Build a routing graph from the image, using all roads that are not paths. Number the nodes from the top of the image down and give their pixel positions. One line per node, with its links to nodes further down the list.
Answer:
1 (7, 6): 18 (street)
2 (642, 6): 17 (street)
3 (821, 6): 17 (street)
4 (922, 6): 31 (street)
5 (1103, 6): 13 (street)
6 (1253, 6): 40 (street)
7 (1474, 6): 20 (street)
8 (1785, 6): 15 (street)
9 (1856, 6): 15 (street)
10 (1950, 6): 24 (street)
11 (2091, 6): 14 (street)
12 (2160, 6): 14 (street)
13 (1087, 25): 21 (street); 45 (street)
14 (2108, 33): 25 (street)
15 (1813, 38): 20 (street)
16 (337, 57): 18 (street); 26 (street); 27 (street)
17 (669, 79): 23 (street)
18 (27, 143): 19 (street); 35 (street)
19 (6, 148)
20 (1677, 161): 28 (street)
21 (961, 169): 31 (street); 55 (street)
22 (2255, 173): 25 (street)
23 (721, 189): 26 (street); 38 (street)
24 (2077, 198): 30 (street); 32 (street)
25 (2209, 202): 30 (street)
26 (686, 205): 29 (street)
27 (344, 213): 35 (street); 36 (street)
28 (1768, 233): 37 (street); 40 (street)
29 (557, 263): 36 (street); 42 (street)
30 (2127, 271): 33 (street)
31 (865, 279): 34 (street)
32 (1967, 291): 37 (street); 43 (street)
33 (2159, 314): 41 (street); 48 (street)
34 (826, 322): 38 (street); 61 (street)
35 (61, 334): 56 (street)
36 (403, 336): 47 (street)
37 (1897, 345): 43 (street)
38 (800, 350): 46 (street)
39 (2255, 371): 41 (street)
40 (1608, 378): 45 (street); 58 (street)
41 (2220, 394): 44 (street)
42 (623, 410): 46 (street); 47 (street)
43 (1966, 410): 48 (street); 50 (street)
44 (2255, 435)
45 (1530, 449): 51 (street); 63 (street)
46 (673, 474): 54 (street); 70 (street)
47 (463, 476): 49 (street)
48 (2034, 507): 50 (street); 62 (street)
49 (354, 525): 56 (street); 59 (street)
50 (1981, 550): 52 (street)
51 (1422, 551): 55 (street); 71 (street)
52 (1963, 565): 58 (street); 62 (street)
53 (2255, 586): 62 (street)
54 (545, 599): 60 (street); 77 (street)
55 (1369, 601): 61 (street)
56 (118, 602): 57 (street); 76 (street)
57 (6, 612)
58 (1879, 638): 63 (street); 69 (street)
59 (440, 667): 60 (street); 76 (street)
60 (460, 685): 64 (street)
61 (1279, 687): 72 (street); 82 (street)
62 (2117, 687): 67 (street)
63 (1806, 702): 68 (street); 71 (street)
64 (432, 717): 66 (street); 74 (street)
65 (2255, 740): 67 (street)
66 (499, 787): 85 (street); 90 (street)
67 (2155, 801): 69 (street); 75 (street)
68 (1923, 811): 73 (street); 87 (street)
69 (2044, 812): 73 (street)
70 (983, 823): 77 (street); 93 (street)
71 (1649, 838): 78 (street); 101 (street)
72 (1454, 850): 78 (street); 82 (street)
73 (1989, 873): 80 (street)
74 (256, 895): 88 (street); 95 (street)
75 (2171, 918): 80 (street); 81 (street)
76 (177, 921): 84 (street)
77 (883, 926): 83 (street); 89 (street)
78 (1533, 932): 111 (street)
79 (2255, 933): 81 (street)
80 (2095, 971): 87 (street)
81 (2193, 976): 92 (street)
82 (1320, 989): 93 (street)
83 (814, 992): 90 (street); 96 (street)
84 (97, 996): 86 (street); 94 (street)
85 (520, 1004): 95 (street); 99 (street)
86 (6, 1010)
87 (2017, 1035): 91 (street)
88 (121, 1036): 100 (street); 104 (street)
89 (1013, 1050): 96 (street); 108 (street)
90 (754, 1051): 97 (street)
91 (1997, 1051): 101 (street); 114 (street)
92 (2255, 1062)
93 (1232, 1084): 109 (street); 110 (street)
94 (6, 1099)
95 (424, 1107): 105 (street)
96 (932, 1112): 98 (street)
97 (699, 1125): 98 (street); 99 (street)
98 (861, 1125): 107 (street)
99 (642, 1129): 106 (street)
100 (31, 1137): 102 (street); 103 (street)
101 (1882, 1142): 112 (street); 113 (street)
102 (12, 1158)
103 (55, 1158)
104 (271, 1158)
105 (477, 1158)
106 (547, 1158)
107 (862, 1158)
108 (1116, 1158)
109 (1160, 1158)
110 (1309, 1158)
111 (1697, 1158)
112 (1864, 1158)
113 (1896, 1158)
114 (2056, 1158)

^^^^

◆ **ASSIGNMENT**
Every record in the listing above is to be copied exactly.

◆ **EXERCISE OUTPUT**
Build a routing graph from the image, using all roads that are not paths. Number the nodes from the top of the image down and give their pixel positions. One line per node, with its links to nodes further down the list.
Answer:
1 (7, 6): 18 (street)
2 (642, 6): 17 (street)
3 (821, 6): 17 (street)
4 (922, 6): 31 (street)
5 (1103, 6): 13 (street)
6 (1253, 6): 40 (street)
7 (1474, 6): 20 (street)
8 (1785, 6): 15 (street)
9 (1856, 6): 15 (street)
10 (1950, 6): 24 (street)
11 (2091, 6): 14 (street)
12 (2160, 6): 14 (street)
13 (1087, 25): 21 (street); 45 (street)
14 (2108, 33): 25 (street)
15 (1813, 38): 20 (street)
16 (337, 57): 18 (street); 26 (street); 27 (street)
17 (669, 79): 23 (street)
18 (27, 143): 19 (street); 35 (street)
19 (6, 148)
20 (1677, 161): 28 (street)
21 (961, 169): 31 (street); 55 (street)
22 (2255, 173): 25 (street)
23 (721, 189): 26 (street); 38 (street)
24 (2077, 198): 30 (street); 32 (street)
25 (2209, 202): 30 (street)
26 (686, 205): 29 (street)
27 (344, 213): 35 (street); 36 (street)
28 (1768, 233): 37 (street); 40 (street)
29 (557, 263): 36 (street); 42 (street)
30 (2127, 271): 33 (street)
31 (865, 279): 34 (street)
32 (1967, 291): 37 (street); 43 (street)
33 (2159, 314): 41 (street); 48 (street)
34 (826, 322): 38 (street); 61 (street)
35 (61, 334): 56 (street)
36 (403, 336): 47 (street)
37 (1897, 345): 43 (street)
38 (800, 350): 46 (street)
39 (2255, 371): 41 (street)
40 (1608, 378): 45 (street); 58 (street)
41 (2220, 394): 44 (street)
42 (623, 410): 46 (street); 47 (street)
43 (1966, 410): 48 (street); 50 (street)
44 (2255, 435)
45 (1530, 449): 51 (street); 63 (street)
46 (673, 474): 54 (street); 70 (street)
47 (463, 476): 49 (street)
48 (2034, 507): 50 (street); 62 (street)
49 (354, 525): 56 (street); 59 (street)
50 (1981, 550): 52 (street)
51 (1422, 551): 55 (street); 71 (street)
52 (1963, 565): 58 (street); 62 (street)
53 (2255, 586): 62 (street)
54 (545, 599): 60 (street); 77 (street)
55 (1369, 601): 61 (street)
56 (118, 602): 57 (street); 76 (street)
57 (6, 612)
58 (1879, 638): 63 (street); 69 (street)
59 (440, 667): 60 (street); 76 (street)
60 (460, 685): 64 (street)
61 (1279, 687): 72 (street); 82 (street)
62 (2117, 687): 67 (street)
63 (1806, 702): 68 (street); 71 (street)
64 (432, 717): 66 (street); 74 (street)
65 (2255, 740): 67 (street)
66 (499, 787): 85 (street); 90 (street)
67 (2155, 801): 69 (street); 75 (street)
68 (1923, 811): 73 (street); 87 (street)
69 (2044, 812): 73 (street)
70 (983, 823): 77 (street); 93 (street)
71 (1649, 838): 78 (street); 101 (street)
72 (1454, 850): 78 (street); 82 (street)
73 (1989, 873): 80 (street)
74 (256, 895): 88 (street); 95 (street)
75 (2171, 918): 80 (street); 81 (street)
76 (177, 921): 84 (street)
77 (883, 926): 83 (street); 89 (street)
78 (1533, 932): 111 (street)
79 (2255, 933): 81 (street)
80 (2095, 971): 87 (street)
81 (2193, 976): 92 (street)
82 (1320, 989): 93 (street)
83 (814, 992): 90 (street); 96 (street)
84 (97, 996): 86 (street); 94 (street)
85 (520, 1004): 95 (street); 99 (street)
86 (6, 1010)
87 (2017, 1035): 91 (street)
88 (121, 1036): 100 (street); 104 (street)
89 (1013, 1050): 96 (street); 108 (street)
90 (754, 1051): 97 (street)
91 (1997, 1051): 101 (street); 114 (street)
92 (2255, 1062)
93 (1232, 1084): 109 (street); 110 (street)
94 (6, 1099)
95 (424, 1107): 105 (street)
96 (932, 1112): 98 (street)
97 (699, 1125): 98 (street); 99 (street)
98 (861, 1125): 107 (street)
99 (642, 1129): 106 (street)
100 (31, 1137): 102 (street); 103 (street)
101 (1882, 1142): 112 (street); 113 (street)
102 (12, 1158)
103 (55, 1158)
104 (271, 1158)
105 (477, 1158)
106 (547, 1158)
107 (862, 1158)
108 (1116, 1158)
109 (1160, 1158)
110 (1309, 1158)
111 (1697, 1158)
112 (1864, 1158)
113 (1896, 1158)
114 (2056, 1158)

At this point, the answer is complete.